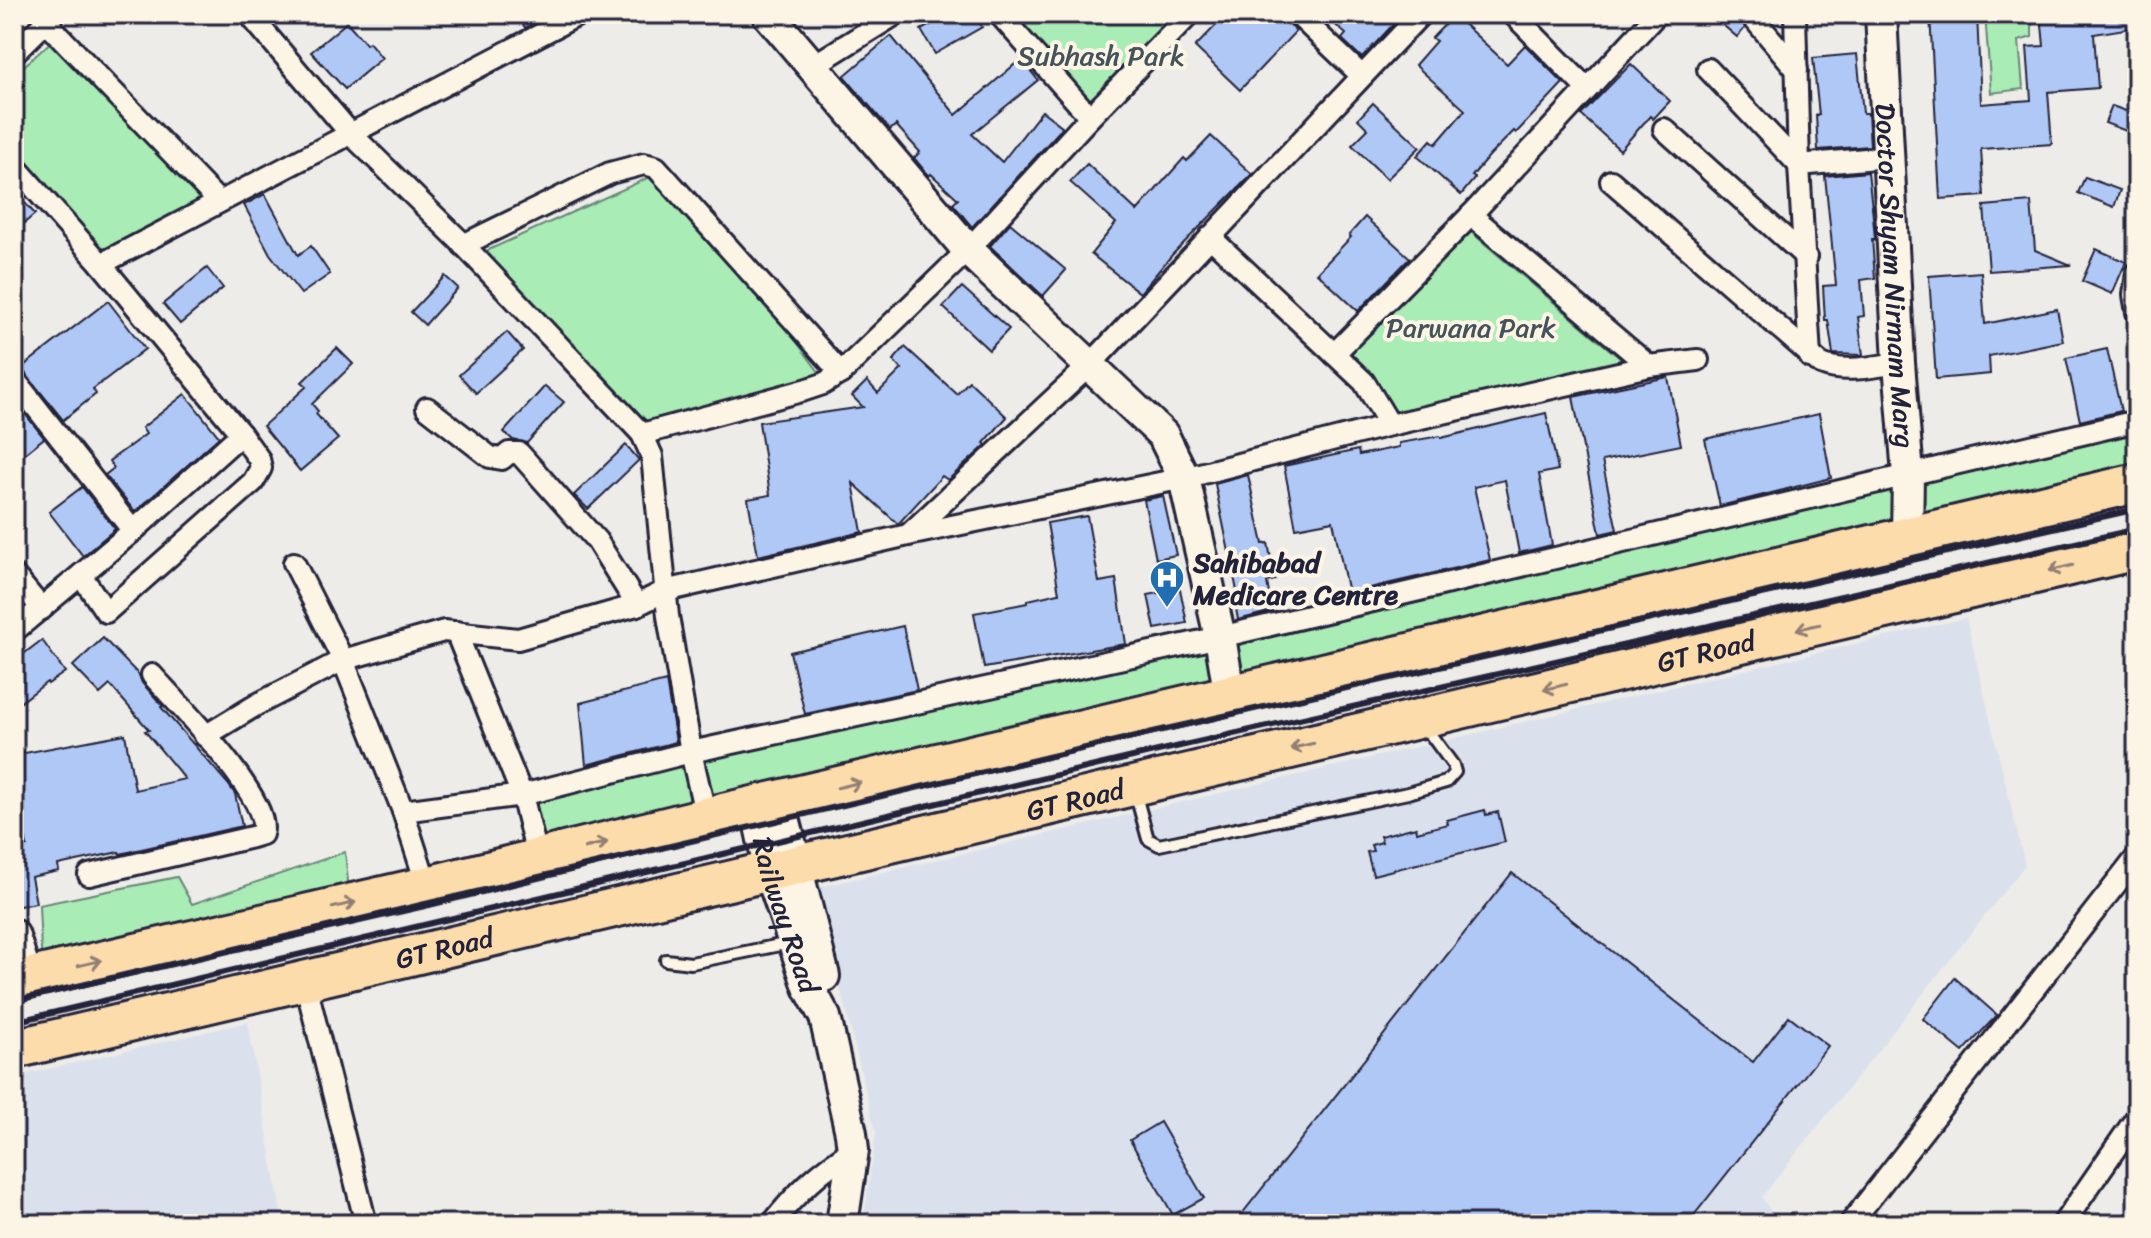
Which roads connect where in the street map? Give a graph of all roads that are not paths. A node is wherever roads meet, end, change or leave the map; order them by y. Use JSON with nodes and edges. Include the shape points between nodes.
{"nodes":[{"id":1,"x":249,"y":14,"type":"edge"},
{"id":2,"x":580,"y":14,"type":"edge"},
{"id":3,"x":768,"y":14,"type":"edge"},
{"id":4,"x":896,"y":14,"type":"edge"},
{"id":5,"x":999,"y":14,"type":"edge"},
{"id":6,"x":1190,"y":14,"type":"edge"},
{"id":7,"x":1297,"y":14,"type":"edge"},
{"id":8,"x":1421,"y":14,"type":"edge"},
{"id":9,"x":1657,"y":14,"type":"edge"},
{"id":10,"x":1795,"y":14,"type":"edge"},
{"id":11,"x":1881,"y":14,"type":"edge"},
{"id":12,"x":50,"y":18,"type":"edge"},
{"id":13,"x":1523,"y":18,"type":"edge"},
{"id":14,"x":1755,"y":20,"type":"dead end"},
{"id":15,"x":14,"y":53,"type":"edge"},
{"id":16,"x":814,"y":65,"type":"junction"},
{"id":17,"x":1708,"y":69,"type":"dead end"},
{"id":18,"x":1797,"y":70,"type":"junction"},
{"id":19,"x":1362,"y":76,"type":"junction"},
{"id":20,"x":1587,"y":89,"type":"junction"},
{"id":21,"x":1090,"y":117,"type":"junction"},
{"id":22,"x":1664,"y":129,"type":"dead end"},
{"id":23,"x":350,"y":133,"type":"junction"},
{"id":24,"x":1888,"y":157,"type":"junction"},
{"id":25,"x":14,"y":165,"type":"edge"},
{"id":26,"x":1799,"y":165,"type":"junction"},
{"id":27,"x":1611,"y":181,"type":"dead end"},
{"id":28,"x":219,"y":202,"type":"junction"},
{"id":29,"x":1471,"y":215,"type":"junction"},
{"id":30,"x":1210,"y":237,"type":"junction"},
{"id":31,"x":463,"y":245,"type":"junction"},
{"id":32,"x":968,"y":250,"type":"junction"},
{"id":33,"x":1806,"y":257,"type":"junction"},
{"id":34,"x":101,"y":264,"type":"junction"},
{"id":35,"x":2137,"y":273,"type":"edge"},
{"id":36,"x":2137,"y":312,"type":"edge"},
{"id":37,"x":1334,"y":354,"type":"junction"},
{"id":38,"x":1810,"y":357,"type":"junction"},
{"id":39,"x":1698,"y":360,"type":"dead end"},
{"id":40,"x":1899,"y":363,"type":"junction"},
{"id":41,"x":1090,"y":365,"type":"junction"},
{"id":42,"x":1649,"y":366,"type":"junction"},
{"id":43,"x":841,"y":373,"type":"junction"},
{"id":44,"x":14,"y":379,"type":"edge"},
{"id":45,"x":427,"y":408,"type":"dead end"},
{"id":46,"x":2137,"y":421,"type":"edge"},
{"id":47,"x":1390,"y":425,"type":"junction"},
{"id":48,"x":241,"y":434,"type":"junction"},
{"id":49,"x":642,"y":434,"type":"junction"},
{"id":50,"x":1908,"y":475,"type":"junction"},
{"id":51,"x":1184,"y":478,"type":"junction"},
{"id":52,"x":2137,"y":483,"type":"edge"},
{"id":53,"x":133,"y":531,"type":"junction"},
{"id":54,"x":908,"y":535,"type":"junction"},
{"id":55,"x":1907,"y":537,"type":"junction"},
{"id":56,"x":2137,"y":550,"type":"edge"},
{"id":57,"x":294,"y":563,"type":"dead end"},
{"id":58,"x":14,"y":575,"type":"edge"},
{"id":59,"x":81,"y":575,"type":"junction"},
{"id":60,"x":665,"y":591,"type":"junction"},
{"id":61,"x":637,"y":605,"type":"junction"},
{"id":62,"x":42,"y":609,"type":"junction"},
{"id":63,"x":14,"y":631,"type":"edge"},
{"id":64,"x":456,"y":632,"type":"junction"},
{"id":65,"x":1220,"y":637,"type":"junction"},
{"id":66,"x":343,"y":660,"type":"junction"},
{"id":67,"x":152,"y":675,"type":"dead end"},
{"id":68,"x":1230,"y":697,"type":"junction"},
{"id":69,"x":1419,"y":719,"type":"junction"},
{"id":70,"x":205,"y":736,"type":"junction"},
{"id":71,"x":691,"y":752,"type":"junction"},
{"id":72,"x":1134,"y":786,"type":"junction"},
{"id":73,"x":522,"y":795,"type":"junction"},
{"id":74,"x":768,"y":804,"type":"junction"},
{"id":75,"x":403,"y":811,"type":"junction"},
{"id":76,"x":706,"y":817,"type":"junction"},
{"id":77,"x":2137,"y":857,"type":"edge"},
{"id":78,"x":538,"y":859,"type":"junction"},
{"id":79,"x":782,"y":869,"type":"junction"},
{"id":80,"x":89,"y":875,"type":"dead end"},
{"id":81,"x":427,"y":886,"type":"junction"},
{"id":82,"x":14,"y":929,"type":"edge"},
{"id":83,"x":794,"y":943,"type":"junction"},
{"id":84,"x":666,"y":960,"type":"dead end"},
{"id":85,"x":23,"y":979,"type":"edge"},
{"id":86,"x":305,"y":981,"type":"junction"},
{"id":87,"x":825,"y":1017,"type":"junction"},
{"id":88,"x":14,"y":1049,"type":"edge"},
{"id":89,"x":2137,"y":1117,"type":"edge"},
{"id":90,"x":853,"y":1150,"type":"junction"},
{"id":91,"x":366,"y":1224,"type":"edge"},
{"id":92,"x":772,"y":1224,"type":"edge"},
{"id":93,"x":842,"y":1224,"type":"edge"},
{"id":94,"x":1850,"y":1224,"type":"edge"},
{"id":95,"x":2063,"y":1224,"type":"edge"}],
"edges":[{"from":1,"to":23,"type":"street"},
{"from":2,"to":23,"type":"street"},
{"from":3,"to":16,"type":"street"},
{"from":4,"to":16,"type":"street"},
{"from":5,"to":21,"type":"street"},
{"from":6,"to":21,"type":"street"},
{"from":7,"to":19,"type":"street"},
{"from":8,"to":19,"type":"street"},
{"from":9,"to":20,"type":"street"},
{"from":10,"to":18,"type":"street"},
{"from":11,"to":24,"type":"street","name":"Doctor Shyam Nirmam Marg"},
{"from":12,"to":15,"type":"street"},
{"from":12,"to":28,"type":"street"},
{"from":13,"to":20,"type":"street"},
{"from":14,"to":18,"type":"street"},
{"from":16,"to":32,"type":"street"},
{"from":17,"to":26,"type":"street"},
{"from":18,"to":26,"type":"street"},
{"from":19,"to":30,"type":"street"},
{"from":20,"to":29,"type":"street"},
{"from":21,"to":32,"type":"street"},
{"from":22,"to":33,"type":"street"},
{"from":23,"to":28,"type":"street"},
{"from":23,"to":31,"type":"street"},
{"from":24,"to":26,"type":"street"},
{"from":24,"to":40,"type":"street","name":"Doctor Shyam Nirmam Marg"},
{"from":25,"to":34,"type":"street"},
{"from":26,"to":33,"type":"street"},
{"from":27,"to":38,"type":"street"},
{"from":28,"to":34,"type":"street"},
{"from":29,"to":37,"type":"street"},
{"from":29,"to":42,"type":"street"},
{"from":30,"to":37,"type":"street"},
{"from":30,"to":41,"type":"street"},
{"from":31,"to":43,"type":"street","via":[[610,173],[644,164],[656,167]]},
{"from":31,"to":49,"type":"street"},
{"from":32,"to":41,"type":"street"},
{"from":32,"to":43,"type":"street"},
{"from":33,"to":38,"type":"street"},
{"from":34,"to":48,"type":"street"},
{"from":35,"to":36,"type":"street"},
{"from":37,"to":47,"type":"street","via":[[1364,382]]},
{"from":38,"to":40,"type":"street","via":[[1832,369]]},
{"from":39,"to":42,"type":"street"},
{"from":40,"to":50,"type":"street","name":"Doctor Shyam Nirmam Marg"},
{"from":41,"to":51,"type":"street","via":[[1163,435]]},
{"from":41,"to":54,"type":"street"},
{"from":42,"to":47,"type":"street"},
{"from":43,"to":49,"type":"street","via":[[805,390]]},
{"from":44,"to":53,"type":"street"},
{"from":45,"to":61,"type":"street","via":[[490,457],[519,453],[597,541]]},
{"from":46,"to":50,"type":"street"},
{"from":47,"to":51,"type":"street"},
{"from":48,"to":53,"type":"street"},
{"from":48,"to":59,"type":"street","via":[[259,459],[258,475],[106,612]]},
{"from":49,"to":60,"type":"street","via":[[652,456]]},
{"from":50,"to":55,"type":"street","name":"Doctor Shyam Nirmam Marg"},
{"from":50,"to":65,"type":"street"},
{"from":51,"to":54,"type":"street"},
{"from":51,"to":65,"type":"street"},
{"from":52,"to":55,"type":"highway"},
{"from":53,"to":59,"type":"street"},
{"from":54,"to":60,"type":"street"},
{"from":55,"to":68,"type":"highway"},
{"from":56,"to":69,"type":"highway","name":"GT Road","one_way":true},
{"from":57,"to":66,"type":"street"},
{"from":58,"to":62,"type":"street"},
{"from":59,"to":62,"type":"street"},
{"from":60,"to":61,"type":"street"},
{"from":60,"to":71,"type":"street"},
{"from":61,"to":64,"type":"street","via":[[518,639]]},
{"from":62,"to":63,"type":"street"},
{"from":64,"to":66,"type":"street","via":[[431,634]]},
{"from":64,"to":73,"type":"street"},
{"from":65,"to":68,"type":"street"},
{"from":65,"to":71,"type":"street"},
{"from":66,"to":70,"type":"street"},
{"from":66,"to":75,"type":"street"},
{"from":67,"to":70,"type":"street"},
{"from":74,"to":68,"type":"highway","one_way":true},
{"from":69,"to":72,"type":"highway","name":"GT Road","one_way":true},
{"from":69,"to":72,"type":"lane","via":[[1455,772],[1434,787],[1159,845],[1148,839]]},
{"from":70,"to":80,"type":"street","via":[[239,774],[263,818],[262,834]]},
{"from":71,"to":73,"type":"street"},
{"from":71,"to":76,"type":"street"},
{"from":72,"to":79,"type":"highway","name":"GT Road"},
{"from":73,"to":75,"type":"street"},
{"from":73,"to":78,"type":"street"},
{"from":74,"to":76,"type":"highway"},
{"from":74,"to":79,"type":"street","name":"Railway Road"},
{"from":75,"to":81,"type":"street"},
{"from":78,"to":76,"type":"highway","one_way":true},
{"from":77,"to":94,"type":"street"},
{"from":78,"to":81,"type":"highway"},
{"from":79,"to":83,"type":"street","name":"Railway Road"},
{"from":79,"to":86,"type":"highway","name":"GT Road"},
{"from":79,"to":87,"type":"street","name":"Railway Road","via":[[827,985]]},
{"from":85,"to":81,"type":"highway","one_way":true},
{"from":82,"to":85,"type":"street","via":[[22,942]]},
{"from":83,"to":84,"type":"lane","via":[[691,963]]},
{"from":83,"to":87,"type":"street","name":"Railway Road"},
{"from":86,"to":88,"type":"highway","name":"GT Road"},
{"from":86,"to":91,"type":"street"},
{"from":87,"to":90,"type":"street","name":"Railway Road"},
{"from":89,"to":95,"type":"street"},
{"from":90,"to":92,"type":"street","via":[[816,1175]]},
{"from":90,"to":93,"type":"street","name":"Railway Road"}]}
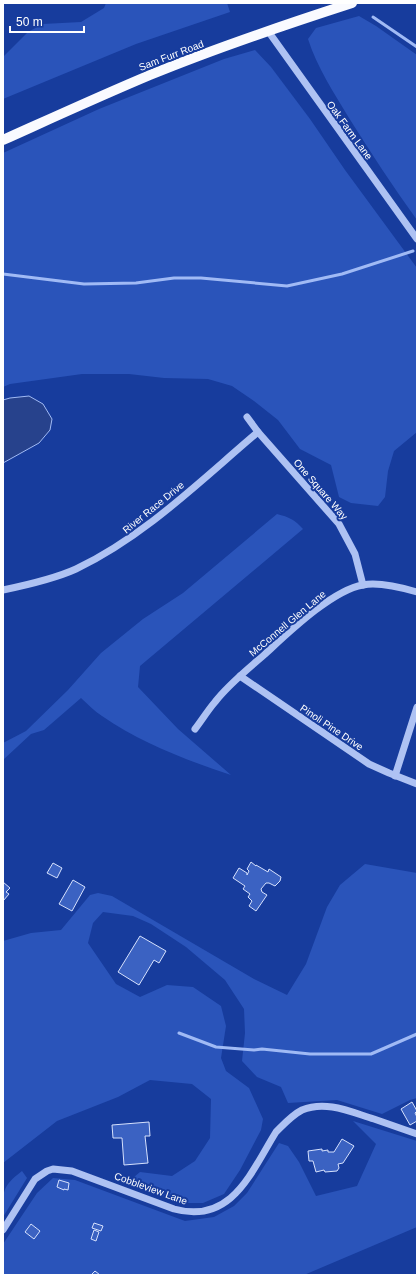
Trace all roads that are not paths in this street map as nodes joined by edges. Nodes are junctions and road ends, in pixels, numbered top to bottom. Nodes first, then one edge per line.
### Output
1 (352, 3) edge
2 (268, 31) junction
3 (3, 140) edge
4 (417, 239) edge
5 (247, 417) dead end
6 (258, 432) junction
7 (363, 584) junction
8 (3, 590) edge
9 (417, 592) edge
10 (240, 676) junction
11 (417, 707) edge
12 (196, 729) dead end
13 (395, 776) junction
14 (417, 784) edge
15 (417, 1134) edge
16 (3, 1230) edge

1 - 2 main road, Sam Furr Road
2 - 3 main road, Sam Furr Road
2 - 4 street, Oak Farm Lane
5 - 6 street, One Square Way
6 - 7 street, One Square Way
6 - 8 street, River Race Drive
7 - 9 street, McConnell Glen Lane
7 - 10 street, McConnell Glen Lane
10 - 12 street, McConnell Glen Lane
10 - 13 street, Pinoli Pine Drive
11 - 13 street
13 - 14 street, Pinoli Pine Drive
15 - 16 street, Cobbleview Lane

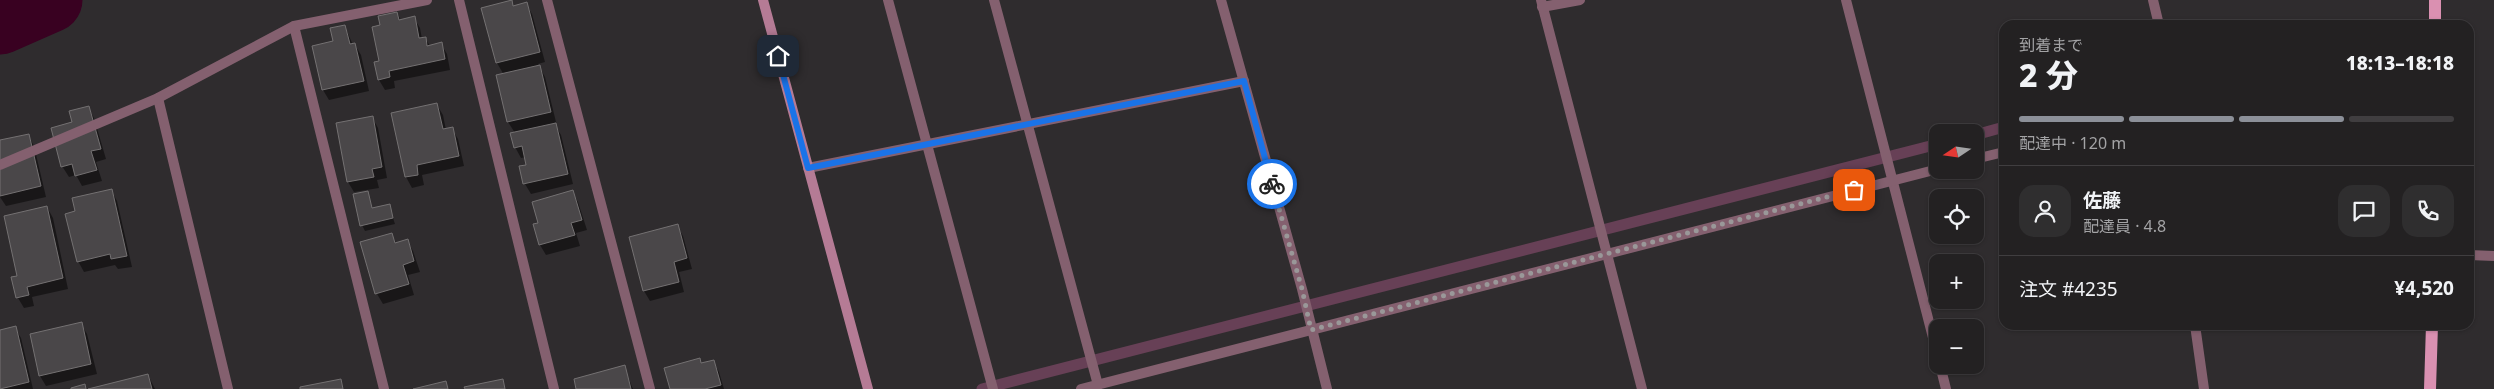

· · · ·

### [Task brief]
Each line of the listing above that contains the word "Square" is to be copied.

### [Solution to the problem]
5 - 6 street, One Square Way
6 - 7 street, One Square Way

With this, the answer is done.